* [Task instructions]
Determine how many lines in the entries below contain "Sánchez", and output only that number.

* [Collected data entries]
= = = = = = =
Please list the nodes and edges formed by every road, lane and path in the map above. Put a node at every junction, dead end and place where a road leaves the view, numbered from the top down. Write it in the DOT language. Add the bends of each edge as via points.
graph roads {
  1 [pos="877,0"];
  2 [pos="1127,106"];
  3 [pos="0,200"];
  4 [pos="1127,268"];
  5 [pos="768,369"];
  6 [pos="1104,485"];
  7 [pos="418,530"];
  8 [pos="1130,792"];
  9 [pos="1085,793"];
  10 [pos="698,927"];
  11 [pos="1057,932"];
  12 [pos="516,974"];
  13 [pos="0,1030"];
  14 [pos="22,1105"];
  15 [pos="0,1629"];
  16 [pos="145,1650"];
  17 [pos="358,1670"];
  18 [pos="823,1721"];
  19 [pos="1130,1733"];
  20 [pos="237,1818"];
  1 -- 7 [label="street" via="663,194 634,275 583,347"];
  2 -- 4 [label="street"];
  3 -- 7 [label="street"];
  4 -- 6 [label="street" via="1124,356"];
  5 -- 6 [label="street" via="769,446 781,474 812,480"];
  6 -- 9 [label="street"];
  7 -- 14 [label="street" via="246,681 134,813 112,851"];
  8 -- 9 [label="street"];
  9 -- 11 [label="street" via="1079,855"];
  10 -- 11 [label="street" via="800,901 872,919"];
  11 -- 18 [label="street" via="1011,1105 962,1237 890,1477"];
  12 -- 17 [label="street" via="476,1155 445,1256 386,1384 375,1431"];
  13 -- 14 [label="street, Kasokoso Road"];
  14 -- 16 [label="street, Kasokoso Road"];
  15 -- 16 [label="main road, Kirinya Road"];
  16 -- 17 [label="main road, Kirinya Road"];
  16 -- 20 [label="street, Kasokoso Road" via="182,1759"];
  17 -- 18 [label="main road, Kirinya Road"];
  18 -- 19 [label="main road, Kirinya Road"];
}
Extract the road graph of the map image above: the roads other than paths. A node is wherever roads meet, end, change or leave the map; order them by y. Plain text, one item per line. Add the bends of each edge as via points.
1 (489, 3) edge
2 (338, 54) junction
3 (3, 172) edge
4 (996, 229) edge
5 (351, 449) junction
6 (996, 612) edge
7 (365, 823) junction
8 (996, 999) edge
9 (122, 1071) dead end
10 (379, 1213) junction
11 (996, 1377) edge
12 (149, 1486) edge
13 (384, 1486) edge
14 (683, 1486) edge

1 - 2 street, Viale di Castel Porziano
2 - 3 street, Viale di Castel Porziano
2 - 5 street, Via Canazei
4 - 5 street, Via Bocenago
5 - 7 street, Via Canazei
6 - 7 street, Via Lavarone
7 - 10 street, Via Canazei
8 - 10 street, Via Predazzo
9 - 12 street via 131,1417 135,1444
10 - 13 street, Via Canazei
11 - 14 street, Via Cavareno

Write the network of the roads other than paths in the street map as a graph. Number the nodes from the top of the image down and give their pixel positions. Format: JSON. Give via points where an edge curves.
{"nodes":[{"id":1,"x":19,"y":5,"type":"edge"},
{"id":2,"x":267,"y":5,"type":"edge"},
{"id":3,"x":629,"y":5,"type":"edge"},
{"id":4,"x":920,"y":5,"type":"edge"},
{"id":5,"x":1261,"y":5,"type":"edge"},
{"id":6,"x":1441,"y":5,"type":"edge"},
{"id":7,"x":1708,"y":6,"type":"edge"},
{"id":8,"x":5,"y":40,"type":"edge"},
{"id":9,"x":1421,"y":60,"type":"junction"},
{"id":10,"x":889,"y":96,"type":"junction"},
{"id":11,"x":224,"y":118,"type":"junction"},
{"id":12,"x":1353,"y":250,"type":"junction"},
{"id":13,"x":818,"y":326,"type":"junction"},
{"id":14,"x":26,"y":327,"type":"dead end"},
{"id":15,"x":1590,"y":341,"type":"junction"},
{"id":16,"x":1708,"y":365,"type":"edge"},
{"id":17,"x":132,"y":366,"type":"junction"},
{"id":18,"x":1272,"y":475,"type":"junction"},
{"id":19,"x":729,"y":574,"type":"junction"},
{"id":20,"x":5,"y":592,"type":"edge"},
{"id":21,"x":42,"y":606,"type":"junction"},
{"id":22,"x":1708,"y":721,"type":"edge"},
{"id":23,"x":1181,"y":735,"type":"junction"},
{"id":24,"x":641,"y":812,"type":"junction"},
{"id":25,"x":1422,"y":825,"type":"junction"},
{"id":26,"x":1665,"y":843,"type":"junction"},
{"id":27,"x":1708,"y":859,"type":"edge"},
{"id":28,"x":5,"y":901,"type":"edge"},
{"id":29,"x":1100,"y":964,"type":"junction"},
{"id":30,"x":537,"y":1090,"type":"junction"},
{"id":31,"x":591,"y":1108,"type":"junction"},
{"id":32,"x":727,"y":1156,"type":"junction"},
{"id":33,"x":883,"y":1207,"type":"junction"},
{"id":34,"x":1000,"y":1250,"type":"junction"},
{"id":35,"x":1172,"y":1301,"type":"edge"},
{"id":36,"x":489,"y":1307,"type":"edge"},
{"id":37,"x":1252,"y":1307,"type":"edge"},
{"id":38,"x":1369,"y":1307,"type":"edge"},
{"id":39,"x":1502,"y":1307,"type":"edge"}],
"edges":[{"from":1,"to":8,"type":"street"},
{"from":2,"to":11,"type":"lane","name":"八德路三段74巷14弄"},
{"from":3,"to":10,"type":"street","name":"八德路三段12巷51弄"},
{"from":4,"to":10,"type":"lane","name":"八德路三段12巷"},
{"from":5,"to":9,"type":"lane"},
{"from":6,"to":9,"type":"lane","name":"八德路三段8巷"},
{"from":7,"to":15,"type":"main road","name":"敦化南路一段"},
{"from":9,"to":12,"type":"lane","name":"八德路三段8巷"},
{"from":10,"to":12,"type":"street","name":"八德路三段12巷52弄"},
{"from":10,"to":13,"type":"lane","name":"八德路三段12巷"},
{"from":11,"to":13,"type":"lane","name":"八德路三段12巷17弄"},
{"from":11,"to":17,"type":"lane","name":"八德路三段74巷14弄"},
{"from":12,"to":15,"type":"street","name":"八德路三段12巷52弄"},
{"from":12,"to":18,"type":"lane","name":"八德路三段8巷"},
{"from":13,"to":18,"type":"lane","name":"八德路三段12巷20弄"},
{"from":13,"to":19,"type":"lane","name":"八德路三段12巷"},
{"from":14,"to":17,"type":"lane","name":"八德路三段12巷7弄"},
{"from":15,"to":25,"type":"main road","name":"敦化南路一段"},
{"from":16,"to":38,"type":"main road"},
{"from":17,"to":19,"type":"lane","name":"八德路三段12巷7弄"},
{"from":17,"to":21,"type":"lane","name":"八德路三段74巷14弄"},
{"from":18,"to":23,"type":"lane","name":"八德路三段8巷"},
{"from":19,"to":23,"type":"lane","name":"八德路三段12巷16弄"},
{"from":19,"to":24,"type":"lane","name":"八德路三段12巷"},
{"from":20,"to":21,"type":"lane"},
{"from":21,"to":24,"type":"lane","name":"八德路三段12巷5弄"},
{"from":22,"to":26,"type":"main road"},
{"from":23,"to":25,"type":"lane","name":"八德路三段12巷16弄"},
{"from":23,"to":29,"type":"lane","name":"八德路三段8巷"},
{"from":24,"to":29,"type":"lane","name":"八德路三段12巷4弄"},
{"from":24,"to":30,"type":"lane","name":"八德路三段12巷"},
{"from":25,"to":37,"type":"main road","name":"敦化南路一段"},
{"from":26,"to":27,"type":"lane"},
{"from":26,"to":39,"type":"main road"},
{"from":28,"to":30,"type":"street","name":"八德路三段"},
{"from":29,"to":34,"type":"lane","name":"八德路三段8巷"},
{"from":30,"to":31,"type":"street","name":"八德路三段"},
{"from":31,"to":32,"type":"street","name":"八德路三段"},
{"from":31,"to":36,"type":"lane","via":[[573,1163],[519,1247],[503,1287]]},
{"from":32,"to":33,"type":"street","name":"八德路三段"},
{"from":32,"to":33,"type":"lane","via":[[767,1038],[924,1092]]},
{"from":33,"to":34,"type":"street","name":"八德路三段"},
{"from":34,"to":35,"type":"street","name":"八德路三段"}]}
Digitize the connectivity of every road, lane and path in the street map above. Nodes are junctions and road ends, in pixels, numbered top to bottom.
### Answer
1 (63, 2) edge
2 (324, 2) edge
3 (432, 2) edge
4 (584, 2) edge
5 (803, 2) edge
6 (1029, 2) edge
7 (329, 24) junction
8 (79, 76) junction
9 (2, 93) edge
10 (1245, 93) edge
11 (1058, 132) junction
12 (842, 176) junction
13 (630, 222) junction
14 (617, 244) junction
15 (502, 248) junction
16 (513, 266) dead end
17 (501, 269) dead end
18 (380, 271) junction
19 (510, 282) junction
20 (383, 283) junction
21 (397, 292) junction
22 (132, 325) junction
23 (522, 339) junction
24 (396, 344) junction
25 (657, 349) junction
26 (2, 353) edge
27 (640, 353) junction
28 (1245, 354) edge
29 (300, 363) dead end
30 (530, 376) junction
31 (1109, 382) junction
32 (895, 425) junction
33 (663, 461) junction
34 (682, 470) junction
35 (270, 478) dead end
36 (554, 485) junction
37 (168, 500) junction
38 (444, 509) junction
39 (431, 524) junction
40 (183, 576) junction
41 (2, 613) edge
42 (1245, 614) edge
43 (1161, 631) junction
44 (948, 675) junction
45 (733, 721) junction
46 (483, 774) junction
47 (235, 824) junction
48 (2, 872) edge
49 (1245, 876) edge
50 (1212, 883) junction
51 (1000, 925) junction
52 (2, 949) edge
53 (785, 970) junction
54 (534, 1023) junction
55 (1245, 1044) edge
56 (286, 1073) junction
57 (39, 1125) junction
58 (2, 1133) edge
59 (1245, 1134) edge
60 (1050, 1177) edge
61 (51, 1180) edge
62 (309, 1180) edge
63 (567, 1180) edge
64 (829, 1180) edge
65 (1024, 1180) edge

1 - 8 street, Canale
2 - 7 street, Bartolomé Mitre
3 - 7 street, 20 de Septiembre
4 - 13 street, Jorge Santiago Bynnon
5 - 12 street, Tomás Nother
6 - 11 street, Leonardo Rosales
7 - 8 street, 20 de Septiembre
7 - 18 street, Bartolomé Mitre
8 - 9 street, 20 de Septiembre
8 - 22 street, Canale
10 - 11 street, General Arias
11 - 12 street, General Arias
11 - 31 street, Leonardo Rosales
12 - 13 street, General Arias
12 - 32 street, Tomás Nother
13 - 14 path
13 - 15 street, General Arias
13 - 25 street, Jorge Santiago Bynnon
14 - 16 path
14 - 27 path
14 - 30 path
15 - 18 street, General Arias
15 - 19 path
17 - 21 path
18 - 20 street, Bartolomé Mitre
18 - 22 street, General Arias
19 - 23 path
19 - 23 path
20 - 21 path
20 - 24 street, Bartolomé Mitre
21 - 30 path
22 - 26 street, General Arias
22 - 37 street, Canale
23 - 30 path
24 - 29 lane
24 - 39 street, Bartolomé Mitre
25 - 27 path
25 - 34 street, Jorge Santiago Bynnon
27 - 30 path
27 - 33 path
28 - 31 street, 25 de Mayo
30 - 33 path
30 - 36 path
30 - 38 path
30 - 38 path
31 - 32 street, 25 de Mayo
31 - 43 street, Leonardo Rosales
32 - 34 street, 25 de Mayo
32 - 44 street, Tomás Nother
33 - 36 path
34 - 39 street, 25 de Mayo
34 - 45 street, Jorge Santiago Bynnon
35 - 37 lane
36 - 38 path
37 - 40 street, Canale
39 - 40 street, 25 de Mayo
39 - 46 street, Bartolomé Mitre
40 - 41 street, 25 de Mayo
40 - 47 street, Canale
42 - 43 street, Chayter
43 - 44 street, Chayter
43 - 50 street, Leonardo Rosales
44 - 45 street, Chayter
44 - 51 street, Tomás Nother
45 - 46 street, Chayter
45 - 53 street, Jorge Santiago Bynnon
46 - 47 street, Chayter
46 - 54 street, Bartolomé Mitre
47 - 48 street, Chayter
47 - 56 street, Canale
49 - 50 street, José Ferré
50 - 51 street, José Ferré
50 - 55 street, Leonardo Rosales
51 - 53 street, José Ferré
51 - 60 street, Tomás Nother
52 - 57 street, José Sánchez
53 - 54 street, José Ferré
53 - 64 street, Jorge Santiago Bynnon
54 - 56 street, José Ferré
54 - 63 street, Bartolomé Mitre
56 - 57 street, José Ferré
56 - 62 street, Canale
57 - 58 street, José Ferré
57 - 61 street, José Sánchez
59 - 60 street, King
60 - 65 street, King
= = = = = = =
* [Expected answer]
2